— The task —
Please report each line of the data below that contains "dead".
===============
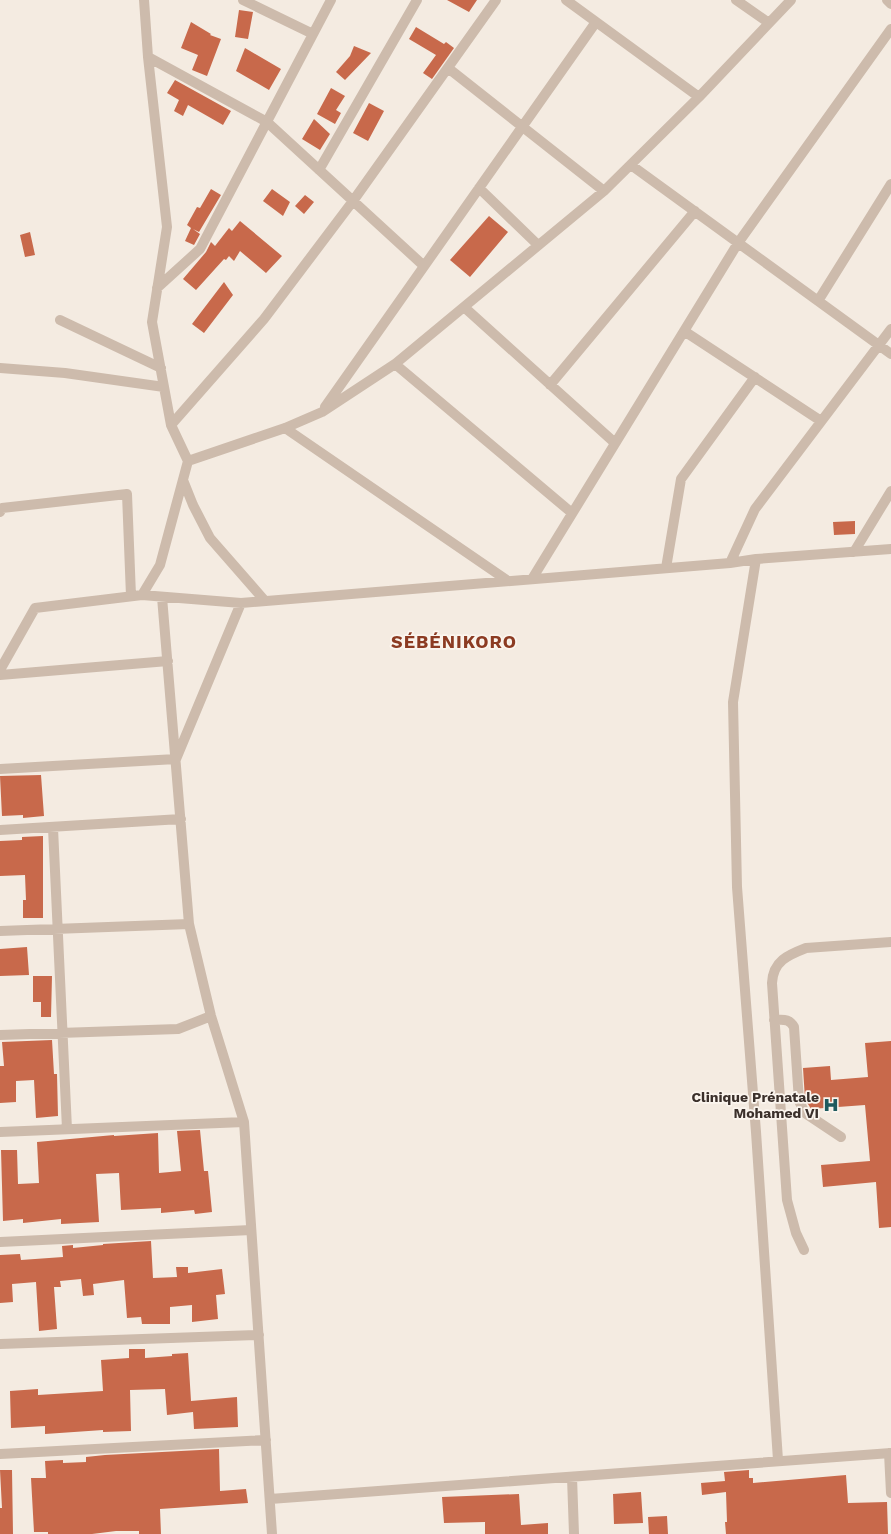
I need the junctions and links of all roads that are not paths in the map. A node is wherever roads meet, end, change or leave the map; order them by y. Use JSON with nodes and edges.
{"nodes":[{"id":1,"x":144,"y":0,"type":"edge"},
{"id":2,"x":243,"y":0,"type":"edge"},
{"id":3,"x":331,"y":0,"type":"edge"},
{"id":4,"x":417,"y":0,"type":"edge"},
{"id":5,"x":496,"y":0,"type":"edge"},
{"id":6,"x":566,"y":0,"type":"edge"},
{"id":7,"x":736,"y":0,"type":"edge"},
{"id":8,"x":791,"y":0,"type":"edge"},
{"id":9,"x":887,"y":0,"type":"edge"},
{"id":10,"x":891,"y":4,"type":"edge"},
{"id":11,"x":596,"y":22,"type":"junction"},
{"id":12,"x":769,"y":23,"type":"junction"},
{"id":13,"x":891,"y":29,"type":"edge"},
{"id":14,"x":313,"y":34,"type":"junction"},
{"id":15,"x":148,"y":57,"type":"junction"},
{"id":16,"x":448,"y":68,"type":"junction"},
{"id":17,"x":699,"y":98,"type":"junction"},
{"id":18,"x":267,"y":122,"type":"junction"},
{"id":19,"x":522,"y":127,"type":"junction"},
{"id":20,"x":631,"y":164,"type":"junction"},
{"id":21,"x":319,"y":170,"type":"junction"},
{"id":22,"x":891,"y":184,"type":"edge"},
{"id":23,"x":479,"y":188,"type":"junction"},
{"id":24,"x":604,"y":191,"type":"junction"},
{"id":25,"x":353,"y":201,"type":"junction"},
{"id":26,"x":695,"y":211,"type":"junction"},
{"id":27,"x":738,"y":243,"type":"junction"},
{"id":28,"x":538,"y":245,"type":"junction"},
{"id":29,"x":424,"y":266,"type":"junction"},
{"id":30,"x":157,"y":288,"type":"junction"},
{"id":31,"x":818,"y":300,"type":"junction"},
{"id":32,"x":464,"y":307,"type":"junction"},
{"id":33,"x":60,"y":320,"type":"dead end"},
{"id":34,"x":891,"y":329,"type":"edge"},
{"id":35,"x":684,"y":330,"type":"junction"},
{"id":36,"x":879,"y":345,"type":"junction"},
{"id":37,"x":891,"y":354,"type":"edge"},
{"id":38,"x":395,"y":364,"type":"junction"},
{"id":39,"x":0,"y":368,"type":"edge"},
{"id":40,"x":161,"y":368,"type":"junction"},
{"id":41,"x":755,"y":378,"type":"junction"},
{"id":42,"x":550,"y":385,"type":"junction"},
{"id":43,"x":164,"y":387,"type":"junction"},
{"id":44,"x":322,"y":412,"type":"junction"},
{"id":45,"x":821,"y":421,"type":"junction"},
{"id":46,"x":171,"y":425,"type":"junction"},
{"id":47,"x":285,"y":428,"type":"junction"},
{"id":48,"x":615,"y":443,"type":"junction"},
{"id":49,"x":188,"y":461,"type":"junction"},
{"id":50,"x":183,"y":480,"type":"junction"},
{"id":51,"x":891,"y":491,"type":"edge"},
{"id":52,"x":0,"y":512,"type":"edge"},
{"id":53,"x":572,"y":513,"type":"junction"},
{"id":54,"x":891,"y":549,"type":"edge"},
{"id":55,"x":854,"y":552,"type":"junction"},
{"id":56,"x":756,"y":559,"type":"junction"},
{"id":57,"x":730,"y":562,"type":"junction"},
{"id":58,"x":666,"y":568,"type":"junction"},
{"id":59,"x":532,"y":579,"type":"junction"},
{"id":60,"x":508,"y":581,"type":"junction"},
{"id":61,"x":137,"y":596,"type":"junction"},
{"id":62,"x":162,"y":597,"type":"junction"},
{"id":63,"x":265,"y":601,"type":"junction"},
{"id":64,"x":240,"y":603,"type":"junction"},
{"id":65,"x":168,"y":661,"type":"junction"},
{"id":66,"x":1,"y":664,"type":"edge"},
{"id":67,"x":0,"y":675,"type":"edge"},
{"id":68,"x":176,"y":759,"type":"junction"},
{"id":69,"x":0,"y":769,"type":"edge"},
{"id":70,"x":181,"y":819,"type":"junction"},
{"id":71,"x":53,"y":828,"type":"junction"},
{"id":72,"x":0,"y":830,"type":"edge"},
{"id":73,"x":189,"y":924,"type":"junction"},
{"id":74,"x":58,"y":929,"type":"junction"},
{"id":75,"x":0,"y":931,"type":"edge"},
{"id":76,"x":891,"y":942,"type":"edge"},
{"id":77,"x":211,"y":1016,"type":"junction"},
{"id":78,"x":774,"y":1020,"type":"junction"},
{"id":79,"x":62,"y":1032,"type":"junction"},
{"id":80,"x":0,"y":1035,"type":"edge"},
{"id":81,"x":244,"y":1122,"type":"junction"},
{"id":82,"x":67,"y":1129,"type":"junction"},
{"id":83,"x":0,"y":1132,"type":"edge"},
{"id":84,"x":841,"y":1137,"type":"dead end"},
{"id":85,"x":252,"y":1230,"type":"junction"},
{"id":86,"x":0,"y":1242,"type":"edge"},
{"id":87,"x":804,"y":1250,"type":"dead end"},
{"id":88,"x":259,"y":1335,"type":"junction"},
{"id":89,"x":0,"y":1344,"type":"edge"},
{"id":90,"x":266,"y":1440,"type":"junction"},
{"id":91,"x":890,"y":1453,"type":"edge"},
{"id":92,"x":0,"y":1454,"type":"edge"},
{"id":93,"x":778,"y":1460,"type":"junction"},
{"id":94,"x":572,"y":1478,"type":"junction"},
{"id":95,"x":891,"y":1493,"type":"edge"},
{"id":96,"x":270,"y":1499,"type":"junction"},
{"id":97,"x":272,"y":1534,"type":"edge"},
{"id":98,"x":574,"y":1534,"type":"edge"}],
"edges":[{"from":1,"to":15,"type":"street"},
{"from":2,"to":14,"type":"street"},
{"from":3,"to":14,"type":"street"},
{"from":4,"to":21,"type":"street"},
{"from":5,"to":16,"type":"street"},
{"from":6,"to":11,"type":"street"},
{"from":7,"to":12,"type":"street"},
{"from":8,"to":12,"type":"street"},
{"from":9,"to":10,"type":"street"},
{"from":11,"to":17,"type":"street"},
{"from":11,"to":19,"type":"street"},
{"from":12,"to":17,"type":"street"},
{"from":13,"to":27,"type":"street"},
{"from":14,"to":18,"type":"street"},
{"from":15,"to":18,"type":"street"},
{"from":15,"to":30,"type":"street"},
{"from":16,"to":19,"type":"street"},
{"from":16,"to":25,"type":"street"},
{"from":17,"to":20,"type":"street"},
{"from":18,"to":21,"type":"street"},
{"from":18,"to":30,"type":"street"},
{"from":19,"to":23,"type":"street"},
{"from":19,"to":24,"type":"street"},
{"from":20,"to":24,"type":"street"},
{"from":20,"to":26,"type":"street"},
{"from":21,"to":25,"type":"street"},
{"from":22,"to":31,"type":"street"},
{"from":23,"to":28,"type":"street"},
{"from":23,"to":29,"type":"street"},
{"from":24,"to":28,"type":"street"},
{"from":25,"to":29,"type":"street"},
{"from":25,"to":46,"type":"street"},
{"from":26,"to":27,"type":"street"},
{"from":26,"to":42,"type":"street"},
{"from":27,"to":31,"type":"street"},
{"from":27,"to":35,"type":"street"},
{"from":28,"to":32,"type":"street"},
{"from":29,"to":44,"type":"street"},
{"from":30,"to":40,"type":"street"},
{"from":31,"to":36,"type":"street"},
{"from":32,"to":38,"type":"street"},
{"from":32,"to":42,"type":"street"},
{"from":33,"to":40,"type":"street"},
{"from":34,"to":36,"type":"street"},
{"from":35,"to":41,"type":"street"},
{"from":35,"to":48,"type":"street"},
{"from":36,"to":37,"type":"street"},
{"from":36,"to":45,"type":"street"},
{"from":38,"to":44,"type":"street"},
{"from":38,"to":53,"type":"street"},
{"from":39,"to":43,"type":"street"},
{"from":40,"to":43,"type":"street"},
{"from":41,"to":45,"type":"street"},
{"from":41,"to":58,"type":"street"},
{"from":42,"to":48,"type":"street"},
{"from":43,"to":46,"type":"street"},
{"from":44,"to":47,"type":"street"},
{"from":45,"to":57,"type":"street"},
{"from":46,"to":49,"type":"street"},
{"from":47,"to":49,"type":"street"},
{"from":47,"to":60,"type":"street"},
{"from":48,"to":53,"type":"street"},
{"from":49,"to":50,"type":"street"},
{"from":50,"to":61,"type":"street"},
{"from":50,"to":63,"type":"street"},
{"from":51,"to":55,"type":"street"},
{"from":52,"to":61,"type":"street"},
{"from":53,"to":59,"type":"street"},
{"from":54,"to":55,"type":"street"},
{"from":55,"to":56,"type":"street"},
{"from":56,"to":57,"type":"street"},
{"from":56,"to":93,"type":"street"},
{"from":57,"to":58,"type":"street"},
{"from":58,"to":59,"type":"street"},
{"from":59,"to":60,"type":"street"},
{"from":60,"to":63,"type":"street"},
{"from":61,"to":62,"type":"street"},
{"from":61,"to":66,"type":"street"},
{"from":62,"to":64,"type":"street"},
{"from":62,"to":65,"type":"street"},
{"from":63,"to":64,"type":"street"},
{"from":64,"to":68,"type":"street"},
{"from":65,"to":67,"type":"street"},
{"from":65,"to":68,"type":"street"},
{"from":68,"to":69,"type":"street"},
{"from":68,"to":70,"type":"street"},
{"from":70,"to":71,"type":"street"},
{"from":70,"to":73,"type":"street"},
{"from":71,"to":72,"type":"street"},
{"from":71,"to":74,"type":"street"},
{"from":73,"to":74,"type":"street"},
{"from":73,"to":77,"type":"street"},
{"from":74,"to":75,"type":"street"},
{"from":74,"to":79,"type":"street"},
{"from":76,"to":78,"type":"street"},
{"from":77,"to":79,"type":"street"},
{"from":77,"to":81,"type":"street"},
{"from":78,"to":84,"type":"street"},
{"from":78,"to":87,"type":"street"},
{"from":79,"to":80,"type":"street"},
{"from":79,"to":82,"type":"street"},
{"from":81,"to":82,"type":"street"},
{"from":81,"to":85,"type":"street"},
{"from":82,"to":83,"type":"street"},
{"from":85,"to":86,"type":"street"},
{"from":85,"to":88,"type":"street"},
{"from":88,"to":89,"type":"street"},
{"from":88,"to":90,"type":"street"},
{"from":90,"to":92,"type":"street"},
{"from":90,"to":96,"type":"street"},
{"from":91,"to":93,"type":"street"},
{"from":91,"to":95,"type":"street"},
{"from":93,"to":94,"type":"street"},
{"from":94,"to":96,"type":"street"},
{"from":94,"to":98,"type":"street"},
{"from":96,"to":97,"type":"street"}]}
===============
— Exercise result —
{"id":33,"x":60,"y":320,"type":"dead end"},
{"id":84,"x":841,"y":1137,"type":"dead end"},
{"id":87,"x":804,"y":1250,"type":"dead end"},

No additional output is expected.